We've discussed temporal and textual relevance already, and now we'll move on to spatial relevance.

We can use this data to answer:

  • What content is being posted from around the disaster's location?
  • How does this content differ from global tweets?
In [1]:
%matplotlib inline

import datetime
import json
import os

import numpy as np

# For plotting
import matplotlib
import matplotlib.pyplot as plt

# For mapping
from mpl_toolkits.basemap import Basemap

from nltk.tokenize import TweetTokenizer

Carry Forward our Event Description

We'll keep this for the GPS bounding box, which we will use below.

In [29]:
crisisInfo = {
    "brussels": {
        "name": "Brussels Transit Attacks",
        "time": 1458629880, # Timestamp in seconds since 1/1/1970, UTC
                            # 22 March 2016, 6:58 UTC to 08:11 UTC
        "directory": "brussels",
        "keywords": ["brussels", "bomb", "belgium", "explosion"],
#         "place" : [
#             50.8503, # Latitude
#             4.3517 # Longitude
#         ],
#         "box": {
#             "lowerLeftLon": 2.54563,
#             "lowerLeftLat": 49.496899,
#             "upperRightLon": 6.40791,
#             "upperRightLat": 51.5050810,
#         }
        
       "place" : [
           38.887548, # Latitude
           -77.015183 # Longitude
       ],
     "box": {
           "lowerLeftLon": -77.163578,
           "lowerLeftLat": 38.80102,
           "upperRightLon": -76.89304,
           "upperRightLat": 38.998206,
       }
    },
}
In [23]:
# Replace the name below with your selected crisis
selectedCrisis = "brussels"

# Get data about our crisis
crisisMoment = crisisInfo[selectedCrisis]["time"] # When did it occur by epoch time
crisisTime = datetime.datetime.utcfromtimestamp(crisisMoment) # Convert to datetime
crisisTime = crisisTime.replace(second=0) # Flatten to a specific minute

# Print converted time
print ("Crisis Time:", crisisTime)
Crisis Time: 2016-03-22 06:58:00

Reading Relevant Tweets

Re-read our relevant tweets...

In [24]:
in_file_path = "/Users/cbuntain/relevant_tweet_output.json" # Replace this as necessary

relevant_tweets = []
with open(in_file_path, "r") as in_file:
    for line in in_file:
        relevant_tweets.append(json.loads(line.encode("utf8")))
        
print("Relevant Tweets:", len(relevant_tweets))
Relevant Tweets: 4687


Geographic Data

Twitter allows users to share their GPS locations when tweeting, but only about 2% of tweets have this information. We can extract this geospatial data to look at patterns in different locations.

  • General plotting
  • Filtering by a bounding box
  • Images from target location

Plotting GPS Data

Each tweet has a field called "coordinates" describing from where the tweet was posted. The field might be null if the tweet contains no location data, or it could contain bounding box information, place information, or GPS coordinates in the form of (longitude, latitude). We want tweets with this GPS data.

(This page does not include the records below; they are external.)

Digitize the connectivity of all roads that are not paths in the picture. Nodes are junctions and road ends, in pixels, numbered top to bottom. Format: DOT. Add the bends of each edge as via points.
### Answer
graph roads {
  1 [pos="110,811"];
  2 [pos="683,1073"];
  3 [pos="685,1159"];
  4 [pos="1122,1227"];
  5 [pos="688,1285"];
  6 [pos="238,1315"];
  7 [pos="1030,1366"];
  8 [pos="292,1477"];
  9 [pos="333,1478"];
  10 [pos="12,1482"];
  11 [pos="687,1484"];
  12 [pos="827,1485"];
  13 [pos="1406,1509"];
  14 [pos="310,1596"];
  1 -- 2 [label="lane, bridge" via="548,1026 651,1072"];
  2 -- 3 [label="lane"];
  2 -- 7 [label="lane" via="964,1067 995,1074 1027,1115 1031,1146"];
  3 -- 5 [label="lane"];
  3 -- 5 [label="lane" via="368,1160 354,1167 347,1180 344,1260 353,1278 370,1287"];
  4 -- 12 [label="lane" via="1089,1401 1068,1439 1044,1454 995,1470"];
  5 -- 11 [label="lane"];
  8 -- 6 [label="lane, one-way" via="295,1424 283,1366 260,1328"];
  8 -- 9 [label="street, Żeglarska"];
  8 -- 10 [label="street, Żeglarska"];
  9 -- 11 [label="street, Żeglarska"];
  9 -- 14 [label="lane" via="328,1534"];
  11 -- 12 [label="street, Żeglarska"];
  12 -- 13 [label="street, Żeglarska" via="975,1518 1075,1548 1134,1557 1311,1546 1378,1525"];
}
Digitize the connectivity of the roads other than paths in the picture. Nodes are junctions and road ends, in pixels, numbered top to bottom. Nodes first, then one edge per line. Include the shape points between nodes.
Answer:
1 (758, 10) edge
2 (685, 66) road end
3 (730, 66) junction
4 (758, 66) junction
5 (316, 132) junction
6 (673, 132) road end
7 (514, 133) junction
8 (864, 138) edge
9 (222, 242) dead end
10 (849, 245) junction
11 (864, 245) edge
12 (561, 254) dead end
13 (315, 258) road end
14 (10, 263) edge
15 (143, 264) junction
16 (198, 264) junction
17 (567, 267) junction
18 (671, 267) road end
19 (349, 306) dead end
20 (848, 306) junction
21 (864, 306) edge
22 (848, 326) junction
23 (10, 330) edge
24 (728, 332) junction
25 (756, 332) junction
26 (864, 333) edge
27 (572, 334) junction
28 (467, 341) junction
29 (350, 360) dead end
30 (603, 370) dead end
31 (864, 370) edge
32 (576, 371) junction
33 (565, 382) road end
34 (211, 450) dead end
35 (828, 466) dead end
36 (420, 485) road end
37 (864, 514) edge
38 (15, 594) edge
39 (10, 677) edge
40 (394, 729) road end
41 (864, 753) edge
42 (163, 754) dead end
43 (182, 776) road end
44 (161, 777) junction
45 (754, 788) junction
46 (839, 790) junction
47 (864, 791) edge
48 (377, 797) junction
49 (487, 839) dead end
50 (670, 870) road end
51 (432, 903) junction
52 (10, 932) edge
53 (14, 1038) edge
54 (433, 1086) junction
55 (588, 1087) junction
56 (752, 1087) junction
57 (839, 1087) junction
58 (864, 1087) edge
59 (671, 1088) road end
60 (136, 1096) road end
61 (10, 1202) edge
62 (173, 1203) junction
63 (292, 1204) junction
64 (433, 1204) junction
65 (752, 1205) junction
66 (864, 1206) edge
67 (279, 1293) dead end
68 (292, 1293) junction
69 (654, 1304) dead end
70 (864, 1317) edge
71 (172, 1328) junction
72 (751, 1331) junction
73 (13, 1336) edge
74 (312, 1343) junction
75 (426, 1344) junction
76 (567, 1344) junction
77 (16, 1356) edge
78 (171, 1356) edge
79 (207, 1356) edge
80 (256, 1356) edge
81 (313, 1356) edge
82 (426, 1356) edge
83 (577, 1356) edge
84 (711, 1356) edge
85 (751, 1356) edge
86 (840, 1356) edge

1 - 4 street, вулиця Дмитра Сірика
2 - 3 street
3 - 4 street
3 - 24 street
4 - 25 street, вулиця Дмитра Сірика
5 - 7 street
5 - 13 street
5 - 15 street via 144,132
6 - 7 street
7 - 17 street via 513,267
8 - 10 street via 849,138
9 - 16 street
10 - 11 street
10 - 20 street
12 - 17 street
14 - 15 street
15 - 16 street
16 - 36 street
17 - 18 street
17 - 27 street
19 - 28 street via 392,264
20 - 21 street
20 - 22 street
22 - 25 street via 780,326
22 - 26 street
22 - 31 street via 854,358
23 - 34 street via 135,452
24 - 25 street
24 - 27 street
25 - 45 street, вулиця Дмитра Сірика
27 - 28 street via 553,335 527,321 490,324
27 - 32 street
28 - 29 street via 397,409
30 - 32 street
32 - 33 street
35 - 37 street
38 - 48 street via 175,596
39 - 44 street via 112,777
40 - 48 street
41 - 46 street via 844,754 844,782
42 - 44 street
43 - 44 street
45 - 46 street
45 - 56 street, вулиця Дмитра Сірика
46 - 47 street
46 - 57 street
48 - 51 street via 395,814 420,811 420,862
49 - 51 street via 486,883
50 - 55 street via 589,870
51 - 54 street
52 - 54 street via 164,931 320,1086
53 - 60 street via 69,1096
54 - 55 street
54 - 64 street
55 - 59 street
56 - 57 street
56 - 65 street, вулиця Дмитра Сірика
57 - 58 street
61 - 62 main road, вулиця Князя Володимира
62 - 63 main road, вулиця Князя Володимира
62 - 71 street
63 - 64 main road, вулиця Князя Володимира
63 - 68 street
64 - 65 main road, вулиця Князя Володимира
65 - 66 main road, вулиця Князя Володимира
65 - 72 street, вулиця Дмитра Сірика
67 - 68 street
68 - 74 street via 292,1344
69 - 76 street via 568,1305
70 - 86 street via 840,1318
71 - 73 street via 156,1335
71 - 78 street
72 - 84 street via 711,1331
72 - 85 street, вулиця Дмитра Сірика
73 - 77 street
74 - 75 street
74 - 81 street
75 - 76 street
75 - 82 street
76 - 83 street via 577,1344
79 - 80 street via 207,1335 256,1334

For more information on tweet JSON formats, check out https://dev.twitter.com/overview/api/tweets

In [6]:
# Save only those tweets with tweet['coordinates']['coordinates'] entity
def coordinate_filter(tweet):
    return "coordinates" in tweet and tweet["coordinates"] != None

geo_tweets = list(filter(coordinate_filter, relevant_tweets))
geo_tweet_count = len(geo_tweets)

print ("Number of Geo Tweets:", geo_tweet_count)
Number of Geo Tweets: 6
In [7]:
# Save only those tweets with tweet['place'] entity
def place_filter(tweet):
    return "place" in tweet and tweet["place"] != None and tweet["coordinates"] == None

placed_tweets = list(filter(place_filter, relevant_tweets))
placed_tweet_count = len(placed_tweets)

print ("Number of Place Tweets:", placed_tweet_count)
Number of Place Tweets: 68
In [8]:
# GPS-coded tweets vs. Place-coded tweets
print("GPS-coded Tweet:")
print(json.dumps(geo_tweets[0]["coordinates"], indent=2))
print(json.dumps(geo_tweets[0]["place"], indent=2))
print()

print("Place-coded Tweet:")
print(json.dumps(placed_tweets[0]["place"], indent=2))
GPS-coded Tweet:
{
  "type": "Point",
  "coordinates": [
    4.50716995,
    51.31918574
  ]
}
{
  "id": "ad0818e2fb208dde",
  "url": "https://api.twitter.com/1.1/geo/id/ad0818e2fb208dde.json",
  "place_type": "city",
  "name": "Brasschaat",
  "full_name": "Brasschaat, Belgi\u00eb",
  "country_code": "BE",
  "country": "Belgi\u00eb",
  "bounding_box": {
    "type": "Polygon",
    "coordinates": [
      [
        [
          4.440425,
          51.268637
        ],
        [
          4.440425,
          51.351379
        ],
        [
          4.558809,
          51.351379
        ],
        [
          4.558809,
          51.268637
        ]
      ]
    ]
  },
  "attributes": {}
}

Place-coded Tweet:
{
  "id": "3cdad59a91d99400",
  "url": "https://api.twitter.com/1.1/geo/id/3cdad59a91d99400.json",
  "place_type": "city",
  "name": "Galway",
  "full_name": "Galway, Ireland",
  "country_code": "IE",
  "country": "Ireland",
  "bounding_box": {
    "type": "Polygon",
    "coordinates": [
      [
        [
          -10.244525,
          52.967568
        ],
        [
          -10.244525,
          53.719058
        ],
        [
          -7.968484,
          53.719058
        ],
        [
          -7.968484,
          52.967568
        ]
      ]
    ]
  },
  "attributes": {}
}

Plotting GPS Data

Now that we have a list of all the tweets with GPS coordinates, we can plot from where in the world these tweets were posted. To make this plot, we can leverage the Basemap package to make a map of the world and convert GPS coordinates to (x, y) coordinates we can then plot.

In [9]:
# For each geo-coded tweet, extract its GPS coordinates
geoCoord = [x["coordinates"]["coordinates"] for x in geo_tweets]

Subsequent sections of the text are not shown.